Exercise directions:
Give the data again in full, without pictures.

Records for the exercise:
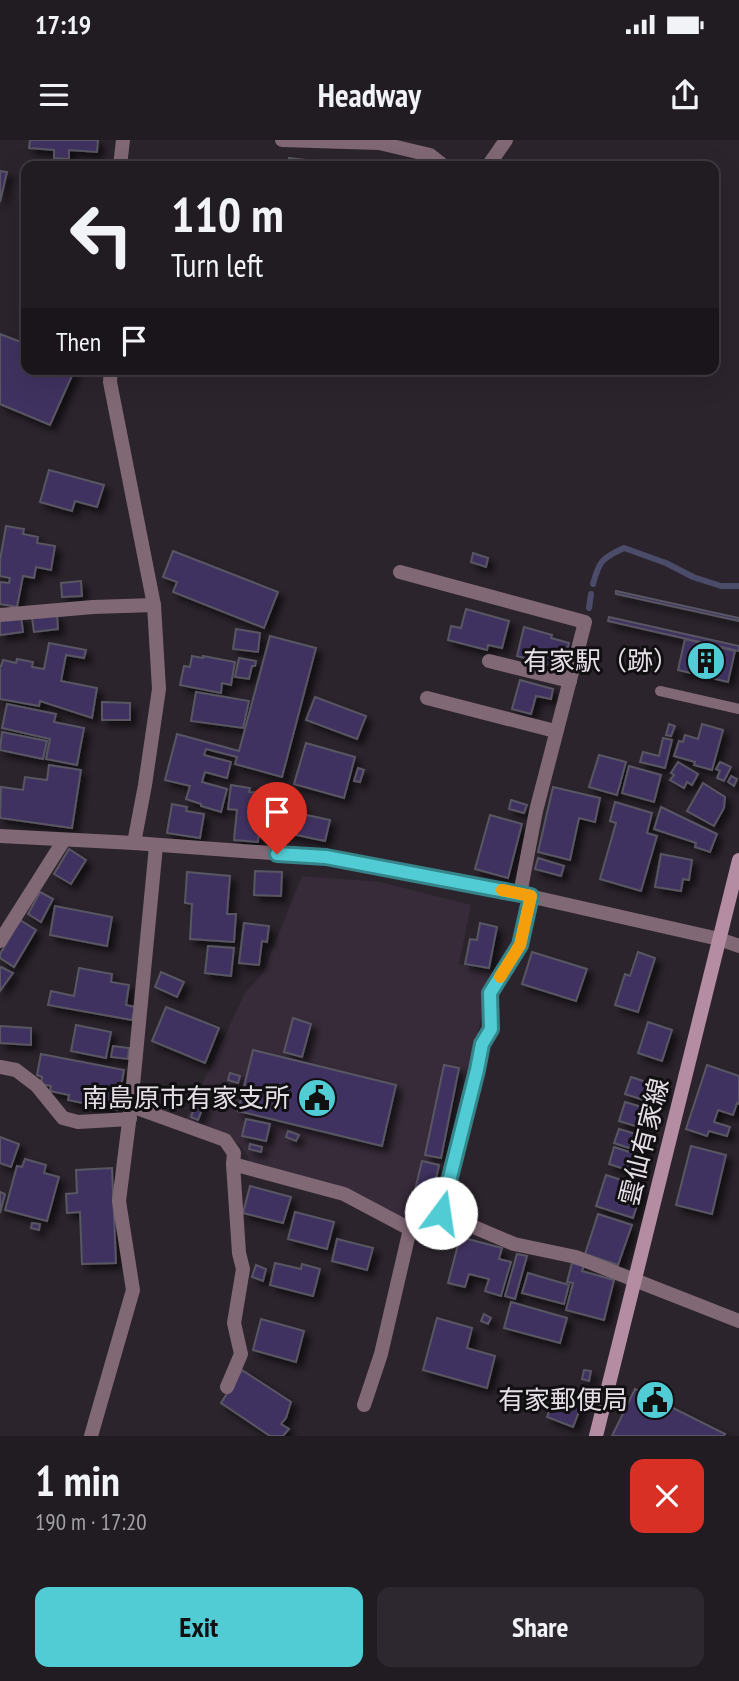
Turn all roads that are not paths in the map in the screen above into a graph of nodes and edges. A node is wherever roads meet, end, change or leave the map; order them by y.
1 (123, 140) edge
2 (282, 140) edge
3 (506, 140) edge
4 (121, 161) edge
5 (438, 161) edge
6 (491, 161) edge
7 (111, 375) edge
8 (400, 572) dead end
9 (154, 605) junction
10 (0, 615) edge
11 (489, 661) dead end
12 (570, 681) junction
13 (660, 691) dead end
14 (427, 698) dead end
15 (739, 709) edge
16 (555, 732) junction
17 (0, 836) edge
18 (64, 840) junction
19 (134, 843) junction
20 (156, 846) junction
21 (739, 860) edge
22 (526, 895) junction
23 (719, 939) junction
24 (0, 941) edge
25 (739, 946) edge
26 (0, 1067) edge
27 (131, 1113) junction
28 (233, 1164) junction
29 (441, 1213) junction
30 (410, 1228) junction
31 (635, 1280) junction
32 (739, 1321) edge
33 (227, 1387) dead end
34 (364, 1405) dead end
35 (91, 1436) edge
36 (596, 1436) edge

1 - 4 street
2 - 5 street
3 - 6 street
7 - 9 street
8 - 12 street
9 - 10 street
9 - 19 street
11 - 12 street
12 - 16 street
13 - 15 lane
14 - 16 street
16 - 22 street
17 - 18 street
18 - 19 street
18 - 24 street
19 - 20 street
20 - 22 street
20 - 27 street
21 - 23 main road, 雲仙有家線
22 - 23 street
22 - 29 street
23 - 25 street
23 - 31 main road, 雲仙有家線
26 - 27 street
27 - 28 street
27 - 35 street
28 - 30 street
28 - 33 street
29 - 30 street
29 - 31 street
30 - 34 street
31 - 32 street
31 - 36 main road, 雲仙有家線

Expected answer:
Turn all roads that are not paths in the map in the screen above into a graph of nodes and edges. A node is wherever roads meet, end, change or leave the map; order them by y.
1 (123, 140) edge
2 (282, 140) edge
3 (506, 140) edge
4 (121, 161) edge
5 (438, 161) edge
6 (491, 161) edge
7 (111, 375) edge
8 (400, 572) dead end
9 (154, 605) junction
10 (0, 615) edge
11 (489, 661) dead end
12 (570, 681) junction
13 (660, 691) dead end
14 (427, 698) dead end
15 (739, 709) edge
16 (555, 732) junction
17 (0, 836) edge
18 (64, 840) junction
19 (134, 843) junction
20 (156, 846) junction
21 (739, 860) edge
22 (526, 895) junction
23 (719, 939) junction
24 (0, 941) edge
25 (739, 946) edge
26 (0, 1067) edge
27 (131, 1113) junction
28 (233, 1164) junction
29 (441, 1213) junction
30 (410, 1228) junction
31 (635, 1280) junction
32 (739, 1321) edge
33 (227, 1387) dead end
34 (364, 1405) dead end
35 (91, 1436) edge
36 (596, 1436) edge

1 - 4 street
2 - 5 street
3 - 6 street
7 - 9 street
8 - 12 street
9 - 10 street
9 - 19 street
11 - 12 street
12 - 16 street
13 - 15 lane
14 - 16 street
16 - 22 street
17 - 18 street
18 - 19 street
18 - 24 street
19 - 20 street
20 - 22 street
20 - 27 street
21 - 23 main road, 雲仙有家線
22 - 23 street
22 - 29 street
23 - 25 street
23 - 31 main road, 雲仙有家線
26 - 27 street
27 - 28 street
27 - 35 street
28 - 30 street
28 - 33 street
29 - 30 street
29 - 31 street
30 - 34 street
31 - 32 street
31 - 36 main road, 雲仙有家線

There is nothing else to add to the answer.